T1MD 是由胰腺β 細胞與免疫系統間的復雜相互作用所引起。但是機體中針對β細胞的免疫反應是隨機的還是存在誘發因素尚存在爭議［16-17］。一種長期存在的假說認為，病毒感染是T1DM 自身免疫反應的潛在觸發因素。在病毒中，腸道病毒是研究最多的。糖尿病預測與預防研究證實了腸道病毒感染與第1個自身抗體出現間的關系［18］。但目前大多數對于T1DM 免疫功能障礙的研究集中在下游T細胞和B 細胞的適應性反應，而忽視了上游先天參與者如NK細胞的作用。研究發現，與T1DM 有關的許多病毒是慢性潛伏或溶原性感染，它們通過類似于妊娠耐受的機制降低NK細胞的反應和數量。NK細胞對感染的抑制反應導致不正確的信號傳導，這種不適當的抗原呈遞導致了CD8+淋巴細胞的增殖和細胞毒性［19-20］。

NK 細胞對病原體做出反應并直接將其殺死，此外，NK 細胞還參與了適應性免疫反應的強度和精細控制。最近的研究表明，NK 細胞控制下游反應的效應和抑制活性，包括激活或殺死抗原提呈細胞和Treg、細胞毒性T 淋巴細胞（CTLs）、T 輔助細胞（Th）和B 細胞［21-23］。NK 細胞的作用是調節細胞毒性CD8+T 淋巴細胞反應，從而控制異常或慢性炎癥反應，避免未識別的細胞和組織遭到破壞［24］。EB病毒被證明能有效抑制NK 細胞，從而抑制NK 細胞對細胞毒性CD8+T 淋巴細胞反應的調節［25-26］。研究發現，在NOD 模型中，NK 細胞介導CD8+細胞毒性T 淋巴細胞的破壞可改善自身免疫性糖尿病［27］。

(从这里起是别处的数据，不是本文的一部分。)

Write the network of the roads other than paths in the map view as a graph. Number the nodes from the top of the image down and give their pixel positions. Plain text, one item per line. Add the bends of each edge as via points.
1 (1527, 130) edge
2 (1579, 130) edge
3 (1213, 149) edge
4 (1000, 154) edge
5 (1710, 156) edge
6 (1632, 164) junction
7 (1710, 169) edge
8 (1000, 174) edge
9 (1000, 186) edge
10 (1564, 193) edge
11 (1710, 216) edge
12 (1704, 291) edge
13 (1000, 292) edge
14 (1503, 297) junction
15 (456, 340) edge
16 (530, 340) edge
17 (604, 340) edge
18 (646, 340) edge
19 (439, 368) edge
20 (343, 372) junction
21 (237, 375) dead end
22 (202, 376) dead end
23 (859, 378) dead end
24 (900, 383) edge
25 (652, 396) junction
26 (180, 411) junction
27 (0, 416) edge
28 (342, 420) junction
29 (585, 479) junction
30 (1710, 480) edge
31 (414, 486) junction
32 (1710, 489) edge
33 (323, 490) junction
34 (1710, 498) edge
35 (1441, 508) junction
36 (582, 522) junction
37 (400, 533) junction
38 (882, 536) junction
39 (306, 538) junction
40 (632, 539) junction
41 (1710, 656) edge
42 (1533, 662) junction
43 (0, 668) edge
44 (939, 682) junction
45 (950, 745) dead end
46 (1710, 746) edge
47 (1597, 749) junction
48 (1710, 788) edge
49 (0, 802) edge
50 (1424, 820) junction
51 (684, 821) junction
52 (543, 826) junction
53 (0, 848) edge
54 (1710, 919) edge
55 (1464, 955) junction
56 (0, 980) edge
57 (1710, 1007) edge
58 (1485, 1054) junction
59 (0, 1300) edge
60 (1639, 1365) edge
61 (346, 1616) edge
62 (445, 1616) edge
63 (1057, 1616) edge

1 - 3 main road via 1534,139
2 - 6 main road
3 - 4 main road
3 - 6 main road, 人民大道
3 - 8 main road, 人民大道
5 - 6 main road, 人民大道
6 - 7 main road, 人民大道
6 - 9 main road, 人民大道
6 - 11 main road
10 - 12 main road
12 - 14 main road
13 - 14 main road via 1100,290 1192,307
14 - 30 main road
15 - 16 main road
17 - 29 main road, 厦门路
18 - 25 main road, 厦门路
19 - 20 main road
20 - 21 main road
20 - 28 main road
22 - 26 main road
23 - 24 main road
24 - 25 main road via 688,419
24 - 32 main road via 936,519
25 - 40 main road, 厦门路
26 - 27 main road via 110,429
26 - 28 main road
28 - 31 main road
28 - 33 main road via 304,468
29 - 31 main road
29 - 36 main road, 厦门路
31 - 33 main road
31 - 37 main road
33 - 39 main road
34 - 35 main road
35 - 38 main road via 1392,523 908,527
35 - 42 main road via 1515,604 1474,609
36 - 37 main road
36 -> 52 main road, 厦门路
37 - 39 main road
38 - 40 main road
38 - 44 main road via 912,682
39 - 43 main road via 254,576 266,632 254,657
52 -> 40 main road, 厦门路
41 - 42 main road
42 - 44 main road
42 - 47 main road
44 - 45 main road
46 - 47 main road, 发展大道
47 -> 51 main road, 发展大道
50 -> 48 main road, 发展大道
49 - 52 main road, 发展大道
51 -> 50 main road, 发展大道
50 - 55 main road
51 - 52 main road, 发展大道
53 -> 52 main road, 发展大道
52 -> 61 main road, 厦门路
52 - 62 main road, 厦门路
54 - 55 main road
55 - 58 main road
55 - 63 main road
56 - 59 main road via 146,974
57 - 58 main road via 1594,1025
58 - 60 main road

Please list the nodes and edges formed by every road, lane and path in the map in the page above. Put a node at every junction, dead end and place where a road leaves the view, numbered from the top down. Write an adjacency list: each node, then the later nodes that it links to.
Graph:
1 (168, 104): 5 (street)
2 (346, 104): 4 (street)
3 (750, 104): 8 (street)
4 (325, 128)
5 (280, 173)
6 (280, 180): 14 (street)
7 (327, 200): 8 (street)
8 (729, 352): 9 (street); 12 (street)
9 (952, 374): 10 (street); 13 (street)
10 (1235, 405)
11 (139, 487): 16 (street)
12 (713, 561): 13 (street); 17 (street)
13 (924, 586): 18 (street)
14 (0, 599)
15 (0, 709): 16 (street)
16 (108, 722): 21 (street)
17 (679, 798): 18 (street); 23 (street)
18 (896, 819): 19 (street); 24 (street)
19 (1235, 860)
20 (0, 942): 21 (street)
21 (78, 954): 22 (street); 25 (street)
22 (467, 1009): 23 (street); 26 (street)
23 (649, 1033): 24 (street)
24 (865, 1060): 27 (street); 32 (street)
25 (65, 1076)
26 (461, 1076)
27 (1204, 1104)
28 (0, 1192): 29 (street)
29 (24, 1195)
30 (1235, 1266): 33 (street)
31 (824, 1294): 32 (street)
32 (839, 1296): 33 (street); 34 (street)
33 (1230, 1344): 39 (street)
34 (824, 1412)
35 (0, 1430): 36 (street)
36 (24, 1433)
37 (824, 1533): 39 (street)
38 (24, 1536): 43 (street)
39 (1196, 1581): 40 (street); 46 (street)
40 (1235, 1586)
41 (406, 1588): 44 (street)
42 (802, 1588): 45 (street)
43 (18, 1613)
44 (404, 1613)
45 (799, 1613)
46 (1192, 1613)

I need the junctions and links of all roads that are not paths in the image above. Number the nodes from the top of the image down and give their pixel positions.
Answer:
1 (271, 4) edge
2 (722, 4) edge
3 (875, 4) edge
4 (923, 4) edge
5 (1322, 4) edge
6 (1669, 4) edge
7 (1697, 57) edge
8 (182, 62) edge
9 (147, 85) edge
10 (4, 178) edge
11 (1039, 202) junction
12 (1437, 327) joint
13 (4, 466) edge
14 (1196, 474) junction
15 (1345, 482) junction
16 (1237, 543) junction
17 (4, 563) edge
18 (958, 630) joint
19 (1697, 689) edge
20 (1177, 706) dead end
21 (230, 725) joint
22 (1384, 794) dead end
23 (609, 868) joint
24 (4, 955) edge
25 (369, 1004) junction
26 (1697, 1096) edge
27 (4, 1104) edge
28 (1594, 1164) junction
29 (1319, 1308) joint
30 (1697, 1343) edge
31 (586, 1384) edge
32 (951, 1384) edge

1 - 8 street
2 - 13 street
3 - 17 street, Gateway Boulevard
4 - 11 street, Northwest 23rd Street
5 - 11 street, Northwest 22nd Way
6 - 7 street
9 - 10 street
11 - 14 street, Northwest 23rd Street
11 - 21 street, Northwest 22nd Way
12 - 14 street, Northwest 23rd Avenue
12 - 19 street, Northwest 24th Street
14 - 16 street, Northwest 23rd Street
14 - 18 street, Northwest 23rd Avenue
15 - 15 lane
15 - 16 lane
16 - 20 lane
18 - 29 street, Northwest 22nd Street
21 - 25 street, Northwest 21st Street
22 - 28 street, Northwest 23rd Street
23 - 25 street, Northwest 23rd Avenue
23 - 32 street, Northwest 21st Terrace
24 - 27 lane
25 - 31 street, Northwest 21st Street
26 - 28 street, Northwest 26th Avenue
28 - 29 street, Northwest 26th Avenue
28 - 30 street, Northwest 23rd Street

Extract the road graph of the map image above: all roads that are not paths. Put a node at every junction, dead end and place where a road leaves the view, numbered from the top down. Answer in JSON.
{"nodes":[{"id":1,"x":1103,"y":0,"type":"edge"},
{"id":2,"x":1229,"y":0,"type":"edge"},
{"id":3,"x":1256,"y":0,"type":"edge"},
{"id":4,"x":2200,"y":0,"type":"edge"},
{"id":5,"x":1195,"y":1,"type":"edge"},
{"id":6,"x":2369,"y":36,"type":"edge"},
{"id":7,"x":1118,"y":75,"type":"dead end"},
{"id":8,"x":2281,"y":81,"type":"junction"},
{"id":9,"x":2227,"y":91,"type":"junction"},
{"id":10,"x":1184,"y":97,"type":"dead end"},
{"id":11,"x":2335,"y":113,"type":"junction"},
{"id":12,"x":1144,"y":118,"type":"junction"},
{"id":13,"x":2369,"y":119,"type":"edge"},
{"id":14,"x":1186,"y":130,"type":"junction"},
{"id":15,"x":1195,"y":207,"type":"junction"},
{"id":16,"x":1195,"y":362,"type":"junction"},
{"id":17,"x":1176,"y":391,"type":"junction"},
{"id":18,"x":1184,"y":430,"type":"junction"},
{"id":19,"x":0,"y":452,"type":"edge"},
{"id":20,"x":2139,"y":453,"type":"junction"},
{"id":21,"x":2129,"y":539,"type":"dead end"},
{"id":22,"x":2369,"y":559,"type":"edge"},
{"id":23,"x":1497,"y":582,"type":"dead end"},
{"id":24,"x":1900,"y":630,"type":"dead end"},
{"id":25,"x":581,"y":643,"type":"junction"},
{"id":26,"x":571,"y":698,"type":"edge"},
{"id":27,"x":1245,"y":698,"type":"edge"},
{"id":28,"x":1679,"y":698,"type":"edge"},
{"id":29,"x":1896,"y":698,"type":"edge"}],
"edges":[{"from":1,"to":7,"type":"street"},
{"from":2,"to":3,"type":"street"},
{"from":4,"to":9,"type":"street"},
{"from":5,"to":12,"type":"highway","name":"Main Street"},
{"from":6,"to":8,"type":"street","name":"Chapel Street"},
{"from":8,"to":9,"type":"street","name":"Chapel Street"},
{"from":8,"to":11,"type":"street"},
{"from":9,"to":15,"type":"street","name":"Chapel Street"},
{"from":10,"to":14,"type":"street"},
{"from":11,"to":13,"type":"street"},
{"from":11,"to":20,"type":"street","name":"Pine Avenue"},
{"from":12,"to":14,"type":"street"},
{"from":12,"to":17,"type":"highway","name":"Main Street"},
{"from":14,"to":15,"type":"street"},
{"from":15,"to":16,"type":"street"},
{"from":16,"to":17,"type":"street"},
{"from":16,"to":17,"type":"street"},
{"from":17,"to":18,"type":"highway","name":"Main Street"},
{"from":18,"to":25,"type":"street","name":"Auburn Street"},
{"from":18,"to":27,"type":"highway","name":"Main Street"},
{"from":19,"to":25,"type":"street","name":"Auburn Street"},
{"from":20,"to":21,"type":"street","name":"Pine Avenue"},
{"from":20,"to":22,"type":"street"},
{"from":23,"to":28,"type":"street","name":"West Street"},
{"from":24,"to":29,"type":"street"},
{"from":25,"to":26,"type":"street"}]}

本文通過篩選GSE55098 數據集中T1DM 的差異基因并構建PPI網絡，借助MCODE 插件篩選關鍵子網絡，通過對子網絡基因功能富集分析發現HCST及相關基因主要富集在NK 細胞導致的細胞毒信號途徑，并參與調節免疫反應、細胞的防御反應、免疫應答及細胞溶解的生物過程。同時，本研究結果表明HCST 在T1DM 中表達量顯著降低。因此課題組認為HCST 基因的降低引起了NK 細胞參與的固有免疫及相關信號通路的功能發生紊亂，這使得在發生病毒感染或存在其他誘導因素的情況下，NK 細胞的錯誤遞呈作用導致了異常的細胞毒作用，最終胰島β 細胞遭到慢性損傷并導致T1DM 發生。這些結果與BAYER 等［19］的觀點相似，進一步證實了本研究結果。ROC 曲線結果表明，HCST 可以成為診斷T1DM的潛在分子標志物。

綜上所述，HCST 在T1DM 中表達量降低，或可成為診斷T1DM 的潛在分子標志物。此外，HCST 引起了NK 細胞參與的固有免疫及相關信號通路的功能紊亂，導致T1DM 發生，因此HCST 可能成為治療T1DM的潛在靶點。